1Radiology, Brigham and Womens Hospital, Boston, MA, United States, 2Orthopedic Surgery, Brigham and Womens Hospital, Boston, MA, United States, 3MRI, Siemens Healthcare, Boston, MA, United States

Synopsis

ACDF is a surgical procedure performed when herniated disks produce severe pain, or arm/hand weakness. Severe complications occur in ~9% of cases, mainly due to tissue resection adjoining the spinal canal. MRI imaging, performed at several procedure stages, can visualize the extent of resection, and the degree of nerve decompression. We performed ACDF surgery on the MRI table, using an MRI-compatible tool-set. Imaging at 3T was performed at four procedure phases. Imaging disclosed significant spine decompression immediately after disk resection, with smaller changes after osteophyte and posterior longitudinal ligament removal. MRI-monitored ACDF can revise procedure phases, leading to improved outcomes.

Purpose

Anterior Cervical Discectomy and Fusion (ACDF) is performed on 150,000 patients/yr (USA)1. ACDF procedures involve (a) displacement of the neck muscles, trachea, and esophagus to access the disc, (b) vertical retraction of neighboring vertebrae to reduce pressure on the culprit disc, (c) complete removal of the herniated disk, (d) removal of osteophytes lining the foramen, (e) removal of the posterior longitudinal ligament (PLL), prior to (f) insertion of a bone-graft in-place of the disc, which is (g) anchored by a metallic plate screwed to neighboring vertebrae. Stages d and e are performed close to the cord. Severe ACDF complications2 occur in 8.7% of patients, due to spinal hematomas or spinal/laryngeal nerve injury. ACDF procedures are completed in 2-2.5 hours2. Controversy exists in the surgical community as to the necessity of e3. We aim to use intraprocedural MRI to study the effects of ACDF procedure stages on spinal nerve decompression, as well as on complications, in order to improve patient outcome and possibly modify/eliminate some stages. The goal is to perform imaging at four procedure phases (stages a, c, d, e), without extending its duration by >1.5 hrs, necessitating fast transitions between surgery and imaging. We choose to operate on the MRI table, with the patient head-first, [Fig. 1] placing the neck <0.5m from the 3T gantry, enabling <15 min surgical intermissions at the desired phases for imaging. The MRI-environment requires the tool-set, which employs large metallic instruments (drill bits, retractors, curettes, rongeurs, and spinal screws) be non-ferrous. Devices which remain in-situ during imaging should exhibit low para-magnetism.

Methods

The MRI-compatible ACDF tool-set and its testing. We purchased or built an entire ACDF tool-set exclusively of low-para-magnetic/diamagnetic (titanium, tungsten, carbon fiber) materials, and tested them for MRI-compatibility. This included retractors, curettes and rongeurs. Since appropriate drill bits were unavailable, we used a Sonopet (Stryker, Kalamazoo, MI) irrigated ultrasonic aspirator with a bone tip. We mass-loaded the Sonopet’s ferromagnetic foot-pedal. Devices that stayed in-place during imaging (retractors, distractors, screws) were imaged inserted into a watermelon-based-phantom emulating the human torso, neck and head, along with fiber-optic temperature sensors. We scanned the phantom with a 4.3 W/kg SAR Steady State Free Precession (SSFP) sequence for 37 minutes, detecting temperature increases of <1.50C, within ISTM/IEC limits for MRI-compatibility. We purchased work platforms, allowing surgeons and assistants to operate on the elevated MRI-diagnostic table. Finally, we performed an ACDF procedure in a conventional operating-room using the above equipment, validating that it suited all the surgeon’s needs.

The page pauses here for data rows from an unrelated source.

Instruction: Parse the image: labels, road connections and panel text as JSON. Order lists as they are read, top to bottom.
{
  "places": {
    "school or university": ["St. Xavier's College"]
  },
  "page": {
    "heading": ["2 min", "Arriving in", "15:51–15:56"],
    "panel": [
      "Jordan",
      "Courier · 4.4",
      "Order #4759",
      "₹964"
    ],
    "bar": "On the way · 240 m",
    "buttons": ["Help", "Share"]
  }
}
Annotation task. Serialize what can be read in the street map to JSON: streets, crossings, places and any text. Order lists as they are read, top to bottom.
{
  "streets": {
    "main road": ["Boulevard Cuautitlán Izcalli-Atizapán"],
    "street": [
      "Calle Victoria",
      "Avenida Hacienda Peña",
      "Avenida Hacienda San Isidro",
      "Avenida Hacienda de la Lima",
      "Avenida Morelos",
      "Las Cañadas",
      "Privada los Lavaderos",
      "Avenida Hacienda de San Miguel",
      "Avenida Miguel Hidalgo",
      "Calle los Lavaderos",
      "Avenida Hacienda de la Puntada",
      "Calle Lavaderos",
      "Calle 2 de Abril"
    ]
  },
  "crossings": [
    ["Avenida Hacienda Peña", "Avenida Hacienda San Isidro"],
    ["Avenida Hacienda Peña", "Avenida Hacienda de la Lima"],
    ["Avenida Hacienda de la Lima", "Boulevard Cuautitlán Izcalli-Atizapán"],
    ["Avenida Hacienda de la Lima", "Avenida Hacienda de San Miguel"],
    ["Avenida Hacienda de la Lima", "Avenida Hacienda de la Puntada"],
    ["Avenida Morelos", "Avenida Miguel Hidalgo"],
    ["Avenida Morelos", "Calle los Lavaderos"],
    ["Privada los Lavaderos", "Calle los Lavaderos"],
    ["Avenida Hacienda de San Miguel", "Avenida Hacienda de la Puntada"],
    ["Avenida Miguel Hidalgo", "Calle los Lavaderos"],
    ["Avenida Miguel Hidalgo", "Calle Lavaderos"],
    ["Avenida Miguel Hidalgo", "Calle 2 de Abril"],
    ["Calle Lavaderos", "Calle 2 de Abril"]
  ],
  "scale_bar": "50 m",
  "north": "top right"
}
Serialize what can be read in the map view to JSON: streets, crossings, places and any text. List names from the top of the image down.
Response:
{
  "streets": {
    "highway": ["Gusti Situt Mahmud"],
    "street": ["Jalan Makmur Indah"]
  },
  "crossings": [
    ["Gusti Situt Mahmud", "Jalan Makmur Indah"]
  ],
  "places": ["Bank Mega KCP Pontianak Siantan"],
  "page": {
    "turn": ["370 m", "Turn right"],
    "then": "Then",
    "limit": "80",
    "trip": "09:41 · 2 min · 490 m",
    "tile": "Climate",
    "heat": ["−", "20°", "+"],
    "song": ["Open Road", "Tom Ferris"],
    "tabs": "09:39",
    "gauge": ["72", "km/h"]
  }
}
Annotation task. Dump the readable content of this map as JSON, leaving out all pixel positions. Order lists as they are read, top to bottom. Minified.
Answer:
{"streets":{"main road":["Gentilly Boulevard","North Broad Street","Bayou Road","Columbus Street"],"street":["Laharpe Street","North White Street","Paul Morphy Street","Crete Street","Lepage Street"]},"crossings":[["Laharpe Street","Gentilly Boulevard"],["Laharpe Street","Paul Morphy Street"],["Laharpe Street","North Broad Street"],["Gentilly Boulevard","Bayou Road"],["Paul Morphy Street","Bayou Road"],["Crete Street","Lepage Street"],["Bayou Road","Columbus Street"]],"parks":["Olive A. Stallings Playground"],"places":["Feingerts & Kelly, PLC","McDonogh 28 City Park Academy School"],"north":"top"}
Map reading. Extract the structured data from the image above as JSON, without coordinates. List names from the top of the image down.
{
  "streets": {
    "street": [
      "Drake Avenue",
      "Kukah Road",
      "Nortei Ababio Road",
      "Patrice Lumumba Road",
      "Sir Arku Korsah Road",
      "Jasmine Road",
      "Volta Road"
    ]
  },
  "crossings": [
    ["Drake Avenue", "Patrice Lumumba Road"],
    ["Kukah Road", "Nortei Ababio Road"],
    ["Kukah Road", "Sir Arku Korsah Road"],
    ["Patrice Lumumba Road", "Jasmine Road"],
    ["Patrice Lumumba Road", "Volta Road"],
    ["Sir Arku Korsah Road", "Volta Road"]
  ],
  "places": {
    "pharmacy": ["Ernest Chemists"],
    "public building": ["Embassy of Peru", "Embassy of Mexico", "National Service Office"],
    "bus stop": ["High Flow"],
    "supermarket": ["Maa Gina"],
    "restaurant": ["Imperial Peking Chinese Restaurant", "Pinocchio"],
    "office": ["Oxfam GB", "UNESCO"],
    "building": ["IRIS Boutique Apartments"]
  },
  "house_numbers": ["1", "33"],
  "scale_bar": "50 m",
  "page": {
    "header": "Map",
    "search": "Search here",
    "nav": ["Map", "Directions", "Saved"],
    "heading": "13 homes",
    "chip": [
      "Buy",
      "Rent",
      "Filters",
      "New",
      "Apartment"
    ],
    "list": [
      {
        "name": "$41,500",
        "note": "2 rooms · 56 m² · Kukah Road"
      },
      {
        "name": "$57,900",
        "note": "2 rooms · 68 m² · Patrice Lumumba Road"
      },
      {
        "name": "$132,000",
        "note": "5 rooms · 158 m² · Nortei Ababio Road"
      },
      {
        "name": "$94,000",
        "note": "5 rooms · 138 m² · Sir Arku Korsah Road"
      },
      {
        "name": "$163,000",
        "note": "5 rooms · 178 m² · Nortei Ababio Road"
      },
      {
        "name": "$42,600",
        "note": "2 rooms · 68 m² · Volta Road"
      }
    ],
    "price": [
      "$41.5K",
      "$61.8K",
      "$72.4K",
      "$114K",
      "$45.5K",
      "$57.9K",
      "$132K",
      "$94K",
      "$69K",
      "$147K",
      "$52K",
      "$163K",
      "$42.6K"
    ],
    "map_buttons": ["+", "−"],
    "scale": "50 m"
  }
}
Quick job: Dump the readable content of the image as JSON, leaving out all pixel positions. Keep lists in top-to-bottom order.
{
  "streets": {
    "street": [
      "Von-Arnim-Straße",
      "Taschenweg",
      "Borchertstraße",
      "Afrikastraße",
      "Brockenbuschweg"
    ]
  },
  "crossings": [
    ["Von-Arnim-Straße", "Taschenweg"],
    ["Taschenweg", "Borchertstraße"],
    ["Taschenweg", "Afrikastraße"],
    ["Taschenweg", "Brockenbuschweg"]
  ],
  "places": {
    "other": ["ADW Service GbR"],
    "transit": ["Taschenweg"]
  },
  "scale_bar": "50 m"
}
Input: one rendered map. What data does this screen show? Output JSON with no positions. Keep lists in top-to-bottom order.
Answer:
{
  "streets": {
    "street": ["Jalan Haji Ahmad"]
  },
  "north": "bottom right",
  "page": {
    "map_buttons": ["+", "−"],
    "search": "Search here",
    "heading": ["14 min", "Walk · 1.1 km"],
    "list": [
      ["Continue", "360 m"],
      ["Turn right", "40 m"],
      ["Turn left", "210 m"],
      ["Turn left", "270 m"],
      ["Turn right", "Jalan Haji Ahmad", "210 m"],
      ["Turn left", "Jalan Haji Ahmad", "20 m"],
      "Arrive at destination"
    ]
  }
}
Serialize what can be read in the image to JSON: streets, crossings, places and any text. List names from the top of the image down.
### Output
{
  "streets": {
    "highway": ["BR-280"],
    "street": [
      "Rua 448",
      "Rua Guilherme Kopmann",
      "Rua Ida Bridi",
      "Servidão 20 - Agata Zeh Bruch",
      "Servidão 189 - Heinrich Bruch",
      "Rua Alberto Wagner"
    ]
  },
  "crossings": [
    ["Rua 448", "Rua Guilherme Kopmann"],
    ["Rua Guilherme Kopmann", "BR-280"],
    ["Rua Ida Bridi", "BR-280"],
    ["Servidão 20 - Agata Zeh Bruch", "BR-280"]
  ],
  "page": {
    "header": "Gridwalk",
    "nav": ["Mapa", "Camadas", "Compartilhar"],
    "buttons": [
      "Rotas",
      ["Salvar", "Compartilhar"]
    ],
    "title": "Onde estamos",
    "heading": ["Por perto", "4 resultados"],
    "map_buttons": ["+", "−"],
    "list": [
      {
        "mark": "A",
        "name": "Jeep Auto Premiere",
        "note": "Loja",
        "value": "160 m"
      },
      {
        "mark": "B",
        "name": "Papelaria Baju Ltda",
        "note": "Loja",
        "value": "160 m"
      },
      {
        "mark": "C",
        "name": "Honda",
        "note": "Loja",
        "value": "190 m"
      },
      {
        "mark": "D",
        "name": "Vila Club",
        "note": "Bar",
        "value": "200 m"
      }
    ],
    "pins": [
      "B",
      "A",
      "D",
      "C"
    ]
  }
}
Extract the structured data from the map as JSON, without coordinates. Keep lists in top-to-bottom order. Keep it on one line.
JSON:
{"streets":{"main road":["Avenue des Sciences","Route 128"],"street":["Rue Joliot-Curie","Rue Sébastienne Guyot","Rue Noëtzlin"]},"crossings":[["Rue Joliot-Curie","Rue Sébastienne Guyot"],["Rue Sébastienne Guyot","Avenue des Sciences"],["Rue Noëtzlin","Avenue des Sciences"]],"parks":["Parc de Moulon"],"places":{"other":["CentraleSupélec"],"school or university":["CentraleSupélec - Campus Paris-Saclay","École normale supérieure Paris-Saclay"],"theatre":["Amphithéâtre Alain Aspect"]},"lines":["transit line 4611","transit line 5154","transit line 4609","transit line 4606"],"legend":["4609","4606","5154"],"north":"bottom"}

MRI-pulse sequences for work in a high-paramagnetism, lower SNR environment. We developed MRI sequences to acquire T2-weighted contrast using lower SNR coils, relative to the neck array, due to the need to scan a hyper-extended neck with retractors protruding from the surgical cavity. A sterilely-wrapped body-array rested on the chin (anterior-neck-coverage), with the spine array below (posterior-neck-coverage). 2D FSE sequences employing broader-bandwidth or View-Angle-Tilting4, and 3D Wide-band-SSFP sequences5, were developed to reduce metal distortions, and tested with retractors and screws inserted into ex-vivo caprine necks.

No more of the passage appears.